Walk to School Day at schools all over SF
The SF Bicycle Coalition held a special rally and celebration in honor of Walk to School Day and the official launch of SF's new Safe Routes to School Program on Wed., Oct. 7th at Longfellow Elementary (755 Morse St.). The SF Bicycle Coalition is thrilled to be partnering with the SF Dept. of Public Health, SF Unified School District, SF Police Department, and SF Municipal Transportation Agency to launch the Safe Routes to School Program at five elementary schools: Bryant (Mission District), George Washington Carver (Bayview), Longfellow (Excelsior), Sunnyside (Sunnyside), Sunset (Outer Sunset). 68% of the students at these schools live within one mile, so there's an amazing opportunity to increase the number of kids who get to school by bike and foot. Walk to School Day was Wed., Oct. 7th at various San Francisco Schools. 
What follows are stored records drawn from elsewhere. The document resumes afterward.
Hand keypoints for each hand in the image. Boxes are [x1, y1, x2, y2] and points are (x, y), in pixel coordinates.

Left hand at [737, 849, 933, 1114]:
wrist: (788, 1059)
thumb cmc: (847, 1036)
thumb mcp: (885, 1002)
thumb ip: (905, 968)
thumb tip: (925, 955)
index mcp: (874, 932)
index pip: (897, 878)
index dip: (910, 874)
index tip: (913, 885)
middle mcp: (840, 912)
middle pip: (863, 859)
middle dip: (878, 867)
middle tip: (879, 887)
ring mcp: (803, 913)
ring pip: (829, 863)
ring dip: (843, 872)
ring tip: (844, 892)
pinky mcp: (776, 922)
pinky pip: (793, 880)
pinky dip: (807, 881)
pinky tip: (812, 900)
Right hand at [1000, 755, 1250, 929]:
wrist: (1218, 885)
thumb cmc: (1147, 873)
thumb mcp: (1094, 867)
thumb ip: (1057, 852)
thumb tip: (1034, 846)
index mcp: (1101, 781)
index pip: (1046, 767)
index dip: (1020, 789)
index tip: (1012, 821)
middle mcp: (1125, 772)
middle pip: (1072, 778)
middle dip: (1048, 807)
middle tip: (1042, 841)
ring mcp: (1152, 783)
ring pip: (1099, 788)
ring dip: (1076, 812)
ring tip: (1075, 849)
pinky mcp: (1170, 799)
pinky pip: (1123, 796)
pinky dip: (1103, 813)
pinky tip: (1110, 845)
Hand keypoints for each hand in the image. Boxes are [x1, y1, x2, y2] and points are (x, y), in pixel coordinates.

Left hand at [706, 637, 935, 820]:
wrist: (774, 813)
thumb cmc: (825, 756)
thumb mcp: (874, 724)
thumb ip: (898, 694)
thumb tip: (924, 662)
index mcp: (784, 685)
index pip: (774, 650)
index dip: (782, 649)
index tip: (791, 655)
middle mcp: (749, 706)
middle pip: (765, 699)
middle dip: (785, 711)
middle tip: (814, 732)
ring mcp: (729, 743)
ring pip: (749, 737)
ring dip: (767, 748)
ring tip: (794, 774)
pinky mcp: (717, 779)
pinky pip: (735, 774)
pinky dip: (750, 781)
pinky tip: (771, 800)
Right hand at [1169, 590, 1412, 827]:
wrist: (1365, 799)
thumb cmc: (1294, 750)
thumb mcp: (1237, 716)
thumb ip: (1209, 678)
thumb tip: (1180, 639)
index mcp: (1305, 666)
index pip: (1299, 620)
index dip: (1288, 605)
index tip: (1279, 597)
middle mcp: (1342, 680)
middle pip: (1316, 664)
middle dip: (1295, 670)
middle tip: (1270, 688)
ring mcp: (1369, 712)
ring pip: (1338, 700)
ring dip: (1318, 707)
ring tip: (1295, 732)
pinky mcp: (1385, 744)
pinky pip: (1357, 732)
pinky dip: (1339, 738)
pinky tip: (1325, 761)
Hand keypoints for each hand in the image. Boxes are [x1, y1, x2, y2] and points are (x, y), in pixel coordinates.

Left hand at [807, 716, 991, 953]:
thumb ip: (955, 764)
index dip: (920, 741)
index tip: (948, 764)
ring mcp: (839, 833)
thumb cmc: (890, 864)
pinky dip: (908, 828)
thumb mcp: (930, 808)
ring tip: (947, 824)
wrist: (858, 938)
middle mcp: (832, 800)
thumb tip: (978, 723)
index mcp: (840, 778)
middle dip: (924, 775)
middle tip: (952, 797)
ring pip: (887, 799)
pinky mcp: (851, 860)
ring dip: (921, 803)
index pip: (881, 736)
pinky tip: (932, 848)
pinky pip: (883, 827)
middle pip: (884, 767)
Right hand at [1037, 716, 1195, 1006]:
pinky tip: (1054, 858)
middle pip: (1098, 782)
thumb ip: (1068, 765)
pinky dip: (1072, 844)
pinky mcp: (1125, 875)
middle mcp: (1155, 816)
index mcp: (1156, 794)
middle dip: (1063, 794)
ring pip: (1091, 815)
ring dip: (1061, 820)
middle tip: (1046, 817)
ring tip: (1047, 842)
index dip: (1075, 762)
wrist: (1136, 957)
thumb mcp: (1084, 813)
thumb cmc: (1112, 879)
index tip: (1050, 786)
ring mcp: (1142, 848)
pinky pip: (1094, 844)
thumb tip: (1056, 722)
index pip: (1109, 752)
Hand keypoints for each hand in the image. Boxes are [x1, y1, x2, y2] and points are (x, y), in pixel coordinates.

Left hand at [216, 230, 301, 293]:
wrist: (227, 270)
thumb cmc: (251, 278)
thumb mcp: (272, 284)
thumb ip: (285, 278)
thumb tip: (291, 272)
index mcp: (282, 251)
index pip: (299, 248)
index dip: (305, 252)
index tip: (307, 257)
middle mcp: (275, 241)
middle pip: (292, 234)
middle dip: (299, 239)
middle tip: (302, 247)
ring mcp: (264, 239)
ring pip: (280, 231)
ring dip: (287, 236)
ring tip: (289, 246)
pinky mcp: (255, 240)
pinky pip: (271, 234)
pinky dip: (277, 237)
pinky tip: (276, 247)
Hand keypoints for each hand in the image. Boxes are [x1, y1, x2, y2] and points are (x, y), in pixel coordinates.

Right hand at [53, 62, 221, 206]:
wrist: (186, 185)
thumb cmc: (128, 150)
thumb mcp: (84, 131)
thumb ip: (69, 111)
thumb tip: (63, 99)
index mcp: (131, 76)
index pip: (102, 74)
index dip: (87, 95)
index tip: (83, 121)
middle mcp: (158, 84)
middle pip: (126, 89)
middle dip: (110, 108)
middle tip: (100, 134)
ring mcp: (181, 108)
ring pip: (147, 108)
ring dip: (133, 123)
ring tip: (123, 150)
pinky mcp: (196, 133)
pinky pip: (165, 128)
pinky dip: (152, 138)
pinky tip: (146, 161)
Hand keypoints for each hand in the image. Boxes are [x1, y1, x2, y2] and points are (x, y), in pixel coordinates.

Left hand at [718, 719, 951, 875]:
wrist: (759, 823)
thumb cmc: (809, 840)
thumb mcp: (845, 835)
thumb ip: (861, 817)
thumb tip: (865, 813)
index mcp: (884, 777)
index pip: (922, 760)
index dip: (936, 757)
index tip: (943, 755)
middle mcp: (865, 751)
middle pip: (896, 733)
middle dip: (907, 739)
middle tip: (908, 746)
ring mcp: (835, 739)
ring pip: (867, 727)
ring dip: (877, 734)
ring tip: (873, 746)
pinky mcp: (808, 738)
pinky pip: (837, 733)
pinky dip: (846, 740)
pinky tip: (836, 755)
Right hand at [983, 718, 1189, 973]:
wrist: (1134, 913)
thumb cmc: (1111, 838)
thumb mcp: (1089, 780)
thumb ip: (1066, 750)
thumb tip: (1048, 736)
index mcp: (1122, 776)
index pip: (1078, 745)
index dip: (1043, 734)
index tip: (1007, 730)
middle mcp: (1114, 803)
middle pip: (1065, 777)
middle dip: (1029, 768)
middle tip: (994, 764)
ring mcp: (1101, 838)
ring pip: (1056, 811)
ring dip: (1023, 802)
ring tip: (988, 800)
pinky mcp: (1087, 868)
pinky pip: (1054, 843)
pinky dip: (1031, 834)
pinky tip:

More at: sfwalktoschool.com

Read coverage on Streetsblog and SFGate. (http://www.sfbike.org/)

Labels: , ,

6 Comments:

At 12:00 PM, Anonymous Paul B said...

Hi Rob, Here's a link to a good story. You are so clued out and anti-bike :-) I doubt you'll get anything from this, but here:
http://www.latimes.com/features/health/la-he-biking2-2009nov02,0,668242,full.story

Bikes are here to stay and becoming more and more part of traffic.

 
At 11:32 AM, Blogger Rob Anderson said...

Of course bikes are here to stay. The question in SF is, How large a part of traffic should they be allowed to be? Should we redesign our streets on behalf of a small minority? What about the rights of the overwhelming majority of city residents who don't ride bikes?

 
At 1:56 PM, Blogger murphstahoe said...

"The question in SF is, How large a part of traffic should they be allowed to be? Should we redesign our streets on behalf of a small minority? What about the rights of the overwhelming majority of city residents who don't ride bikes?"


What does this have to do with walking or biking to school?

 
At 2:13 PM, Blogger Rob Anderson said...

I was responding to the previous comment, moron.

 
At 2:30 PM, Blogger Luckiest Monkey said...

No one is trying to take rights away from city residents who dont ride bikes. But what you call a 'small minority' is growing by leaps and bounds every year as people discover what an ideal method of transportation cycling is. The focus now needs to be how to keep this huge subsection of the city's population safe during travel.

 
At 4:19 PM, Blogger Rob Anderson said...

Yes, you are, since the whole point of the Bicycle Plan is to take traffic lanes and street parking away from the majority of residents who don't ride bikes. Your sense of goofball entitlement is showing; why on earth do you expect the city to make your dangerous hobby safe? Mommy and Daddy made you safe, but you can't expect the same deference from everyone else.